「つばっしー先生」こと沢津橋紀洋さん

ミーキャップです! 福岡で暮らす学生さんたちのミカタになってくれる社会人サポーターからのリポートも始めます。その第1号は「つばっしー先生」こと沢津橋紀洋(さわつばし・のりひろ)さんの連載企画です。それでは、どうぞ!

こんにちは。西日本新聞meでコラムを連載させてもらうことになりました沢津橋紀洋です。現在、福岡県糸島市域と今宿以西の福岡市西区、いわゆる伊都エリアを拠点として、小中高生向けの160人ほどが通うプログラミング教室「e-春風塾」を運営しています。コラムでは、特に中高生や大学生に、プログラミングを学ぶ重要性や楽しさを伝えられたらと思っています。よろしくお願いします。

つばっしー先生

世にプログラミング教育を施している事業者はあまたあると思います。私たちの塾でユニークな点は、いわゆる「先端IT人材」「高度IT人材」の輩出を目指し、本格的なコンピューター言語に早くから親しむような教育を提供しています。これまで、一番早いケースで小学3年でJavaScript、小学5年生でC#という言語の学習を始めています。

このような塾を経営している私に対して「理系バリバリの人物なのでしょう?」というイメージを持たれた読者もいらっしゃると思います。ところがどっこい、私は文学部を2回も(早稲田大学と東京大学。大学に2回通いました)卒業した根っからの文系人間です。

3年前に教室を始めるまではプログラミングなど到底できず、塾を開校してから生徒と一緒に学んで成長してきました。学生時代は哲学、社会学が大好き、数学は大の苦手でした。大学では必修だった統計学が全く分からず、先輩にすがりついてどうにか単位を取りました。

大学時代の将来の夢は哲学者になることでした。そんな私が学校を卒業後、プログラミングを始めたのです。なので、文系の大学生で「いまさらプログラミングを学んでも遅いのでは」と感じている人にも、学習の裾野を広げるお手伝いができたらいいな、と思っています。
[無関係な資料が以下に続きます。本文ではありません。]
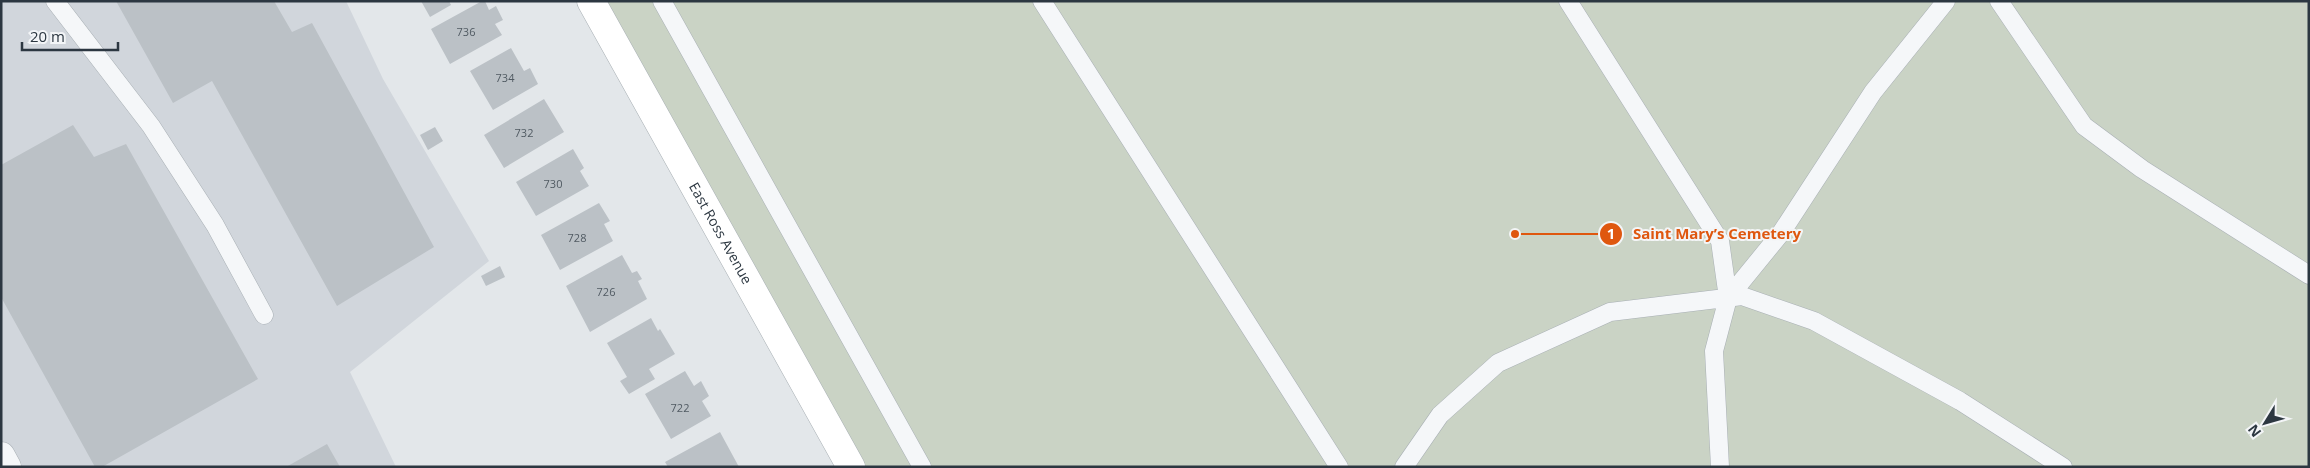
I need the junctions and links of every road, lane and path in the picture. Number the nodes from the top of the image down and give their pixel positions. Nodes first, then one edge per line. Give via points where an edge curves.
1 (55, 1) edge
2 (591, 1) edge
3 (662, 1) edge
4 (1042, 1) edge
5 (1568, 1) edge
6 (1946, 1) edge
7 (1999, 1) edge
8 (2309, 275) edge
9 (1728, 298) junction
10 (264, 315) dead end
11 (1, 456) edge
12 (7, 467) edge
13 (851, 467) edge
14 (922, 467) edge
15 (1339, 467) edge
16 (1404, 467) edge
17 (1720, 467) edge
18 (2063, 467) edge

1 - 10 lane via 151,126 215,225
2 - 13 street, East Ross Avenue
3 - 14 lane
4 - 15 lane
5 - 9 lane via 1720,241
6 - 9 lane via 1873,92 1781,233
7 - 8 lane via 2084,126 2142,169
9 - 16 lane via 1610,312 1498,364 1440,415
9 - 17 lane via 1714,351
9 - 18 lane via 1742,296 1814,321 1960,400
11 - 12 street

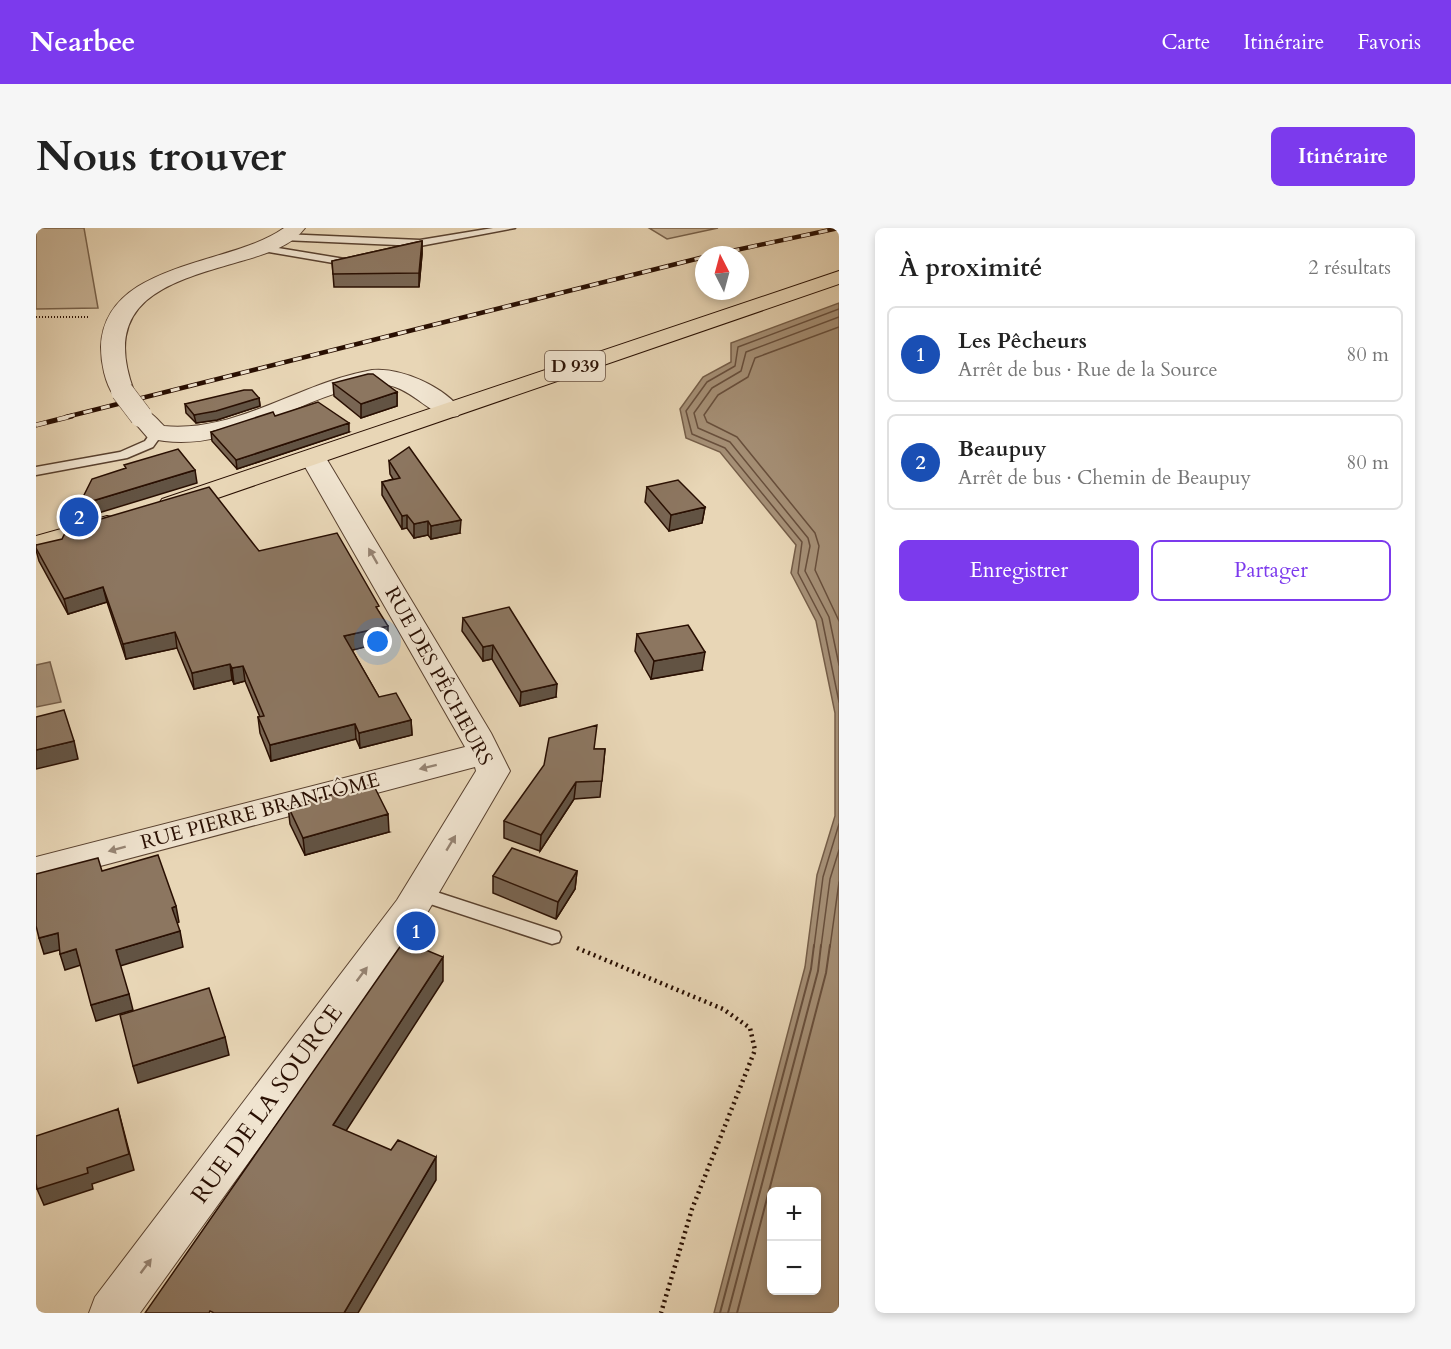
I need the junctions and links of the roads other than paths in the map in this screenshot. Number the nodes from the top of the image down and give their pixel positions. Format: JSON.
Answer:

さて、プログラミングを学習する道は、2通りがあると思っています。一つは先述したような「先端IT人材」と呼ばれる行き方(生き方)で、数理能力、アルゴリズム能力、コーディング能力をゴリゴリに伸ばしていく方法です。機械学習やビッグデータなど、エンジニアの中でも高度とされる分野に携わり、牽引していく人材を目指す方向です。
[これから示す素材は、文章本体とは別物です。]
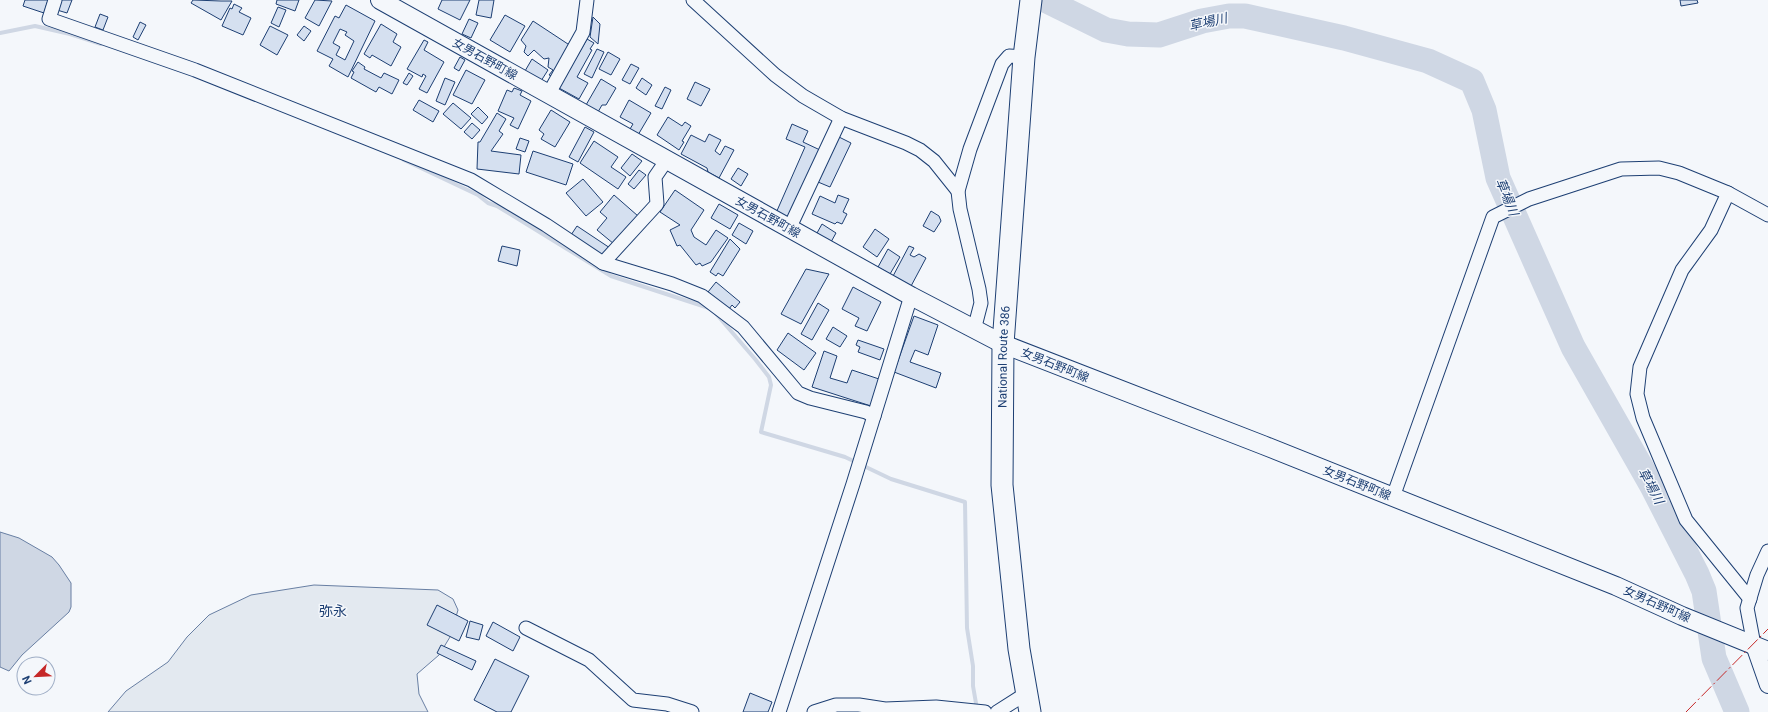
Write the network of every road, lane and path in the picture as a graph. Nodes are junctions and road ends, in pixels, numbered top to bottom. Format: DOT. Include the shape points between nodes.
graph roads {
  1 [pos="55,0"];
  2 [pos="380,0"];
  3 [pos="587,0"];
  4 [pos="693,0"];
  5 [pos="1030,6"];
  6 [pos="1024,57"];
  7 [pos="548,95"];
  8 [pos="841,118"];
  9 [pos="666,161"];
  10 [pos="958,190"];
  11 [pos="1728,193"];
  12 [pos="1768,215"];
  13 [pos="789,229"];
  14 [pos="603,263"];
  15 [pos="911,296"];
  16 [pos="974,330"];
  17 [pos="1003,344"];
  18 [pos="874,416"];
  19 [pos="1393,497"];
  20 [pos="1768,550"];
  21 [pos="1750,599"];
  22 [pos="526,628"];
  23 [pos="1754,646"];
  24 [pos="1768,685"];
  25 [pos="1029,702"];
  26 [pos="683,710"];
  27 [pos="1003,710"];
  28 [pos="779,712"];
  29 [pos="814,712"];
  30 [pos="985,712"];
  1 -- 14 [label="street" via="49,19 195,70 471,180"];
  2 -- 7 [label="main road, 女男石野町線"];
  3 -- 7 [label="street" via="583,32"];
  4 -- 8 [label="street" via="775,75 803,96"];
  5 -- 6 [label="highway, National Route 386"];
  6 -- 10 [label="street" via="1009,56 1002,64 970,148"];
  6 -- 17 [label="highway, National Route 386"];
  7 -- 9 [label="main road, 女男石野町線"];
  8 -- 10 [label="street" via="920,150 934,161"];
  8 -- 13 [label="street"];
  9 -- 13 [label="main road, 女男石野町線"];
  9 -- 14 [label="street" via="655,177 657,204"];
  10 -- 16 [label="street" via="981,303"];
  11 -- 12 [label="street"];
  11 -- 19 [label="street" via="1680,173 1659,168 1621,169 1529,199 1493,217"];
  11 -- 21 [label="street" via="1711,230 1682,270 1640,367 1637,394 1642,418 1686,520"];
  13 -- 15 [label="main road, 女男石野町線"];
  14 -- 18 [label="street" via="702,296 743,327 798,393"];
  15 -- 16 [label="main road, 女男石野町線"];
  15 -- 18 [label="street"];
  16 -- 17 [label="main road, 女男石野町線"];
  17 -- 19 [label="main road, 女男石野町線"];
  17 -- 25 [label="highway, National Route 386" via="1002,485 1019,649"];
  18 -- 28 [label="street"];
  19 -- 23 [label="main road, 女男石野町線" via="1616,586"];
  20 -- 21 [label="street" via="1757,574"];
  21 -- 23 [label="street" via="1747,608"];
  22 -- 26 [label="street" via="589,660 633,700 667,704"];
  23 -- 24 [label="street"];
  25 -- 27 [label="street"];
  29 -- 30 [label="street" via="836,704 885,709 936,707"];
}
「エンジニアが将来不足する」という議論に対し、「実は不足しない」という説もあります。両者はどういう仮説を前提に置くかで結果が変わるので判然としない部分があるのですが、エンジニアの中でも「先端IT人材が不足する」のは確固たる事実であり、そのためにプログラミングの能力の高度化を目指していくことは、個人のキャリアにとっても、また社会的にも価値があることではないかと思います。

一方で、そこまでとがった、突出したプログラミング能力を目指さないエンジニアのあり方もあります。それはもちろん、最近ではITツールが進化し、ノーコード/ローコードと呼ばれるプログラミングを不要とする開発環境が出始めていることも背景にあります。ただ、それ以上に「ITはプログラミングのみにあらず」で、例えば開発のためのリソース(人材、社会・企業システム)の思考や、市場心理・技術への洞察の能力が必要とされているからです。

IT素養はもはやトップ経営者の必須なことの一つにもなりつつあり、これから起きる経営者の世代交代(ITをあまり理解していない世代の引退)を機に、日本の企業社会のさらなるIT化が期待されています。その中で、プログラミングを理解している人材は重宝されるでしょう。

もし読者の方が20代とまだ十分若く、学ぶ意欲に満ちあふれるなら、今からでもプログラミングを学んでみるのもいいかもしれません。

次回以降では、幼い生徒たちがどのようにプログラミングを学んできているかをご紹介します。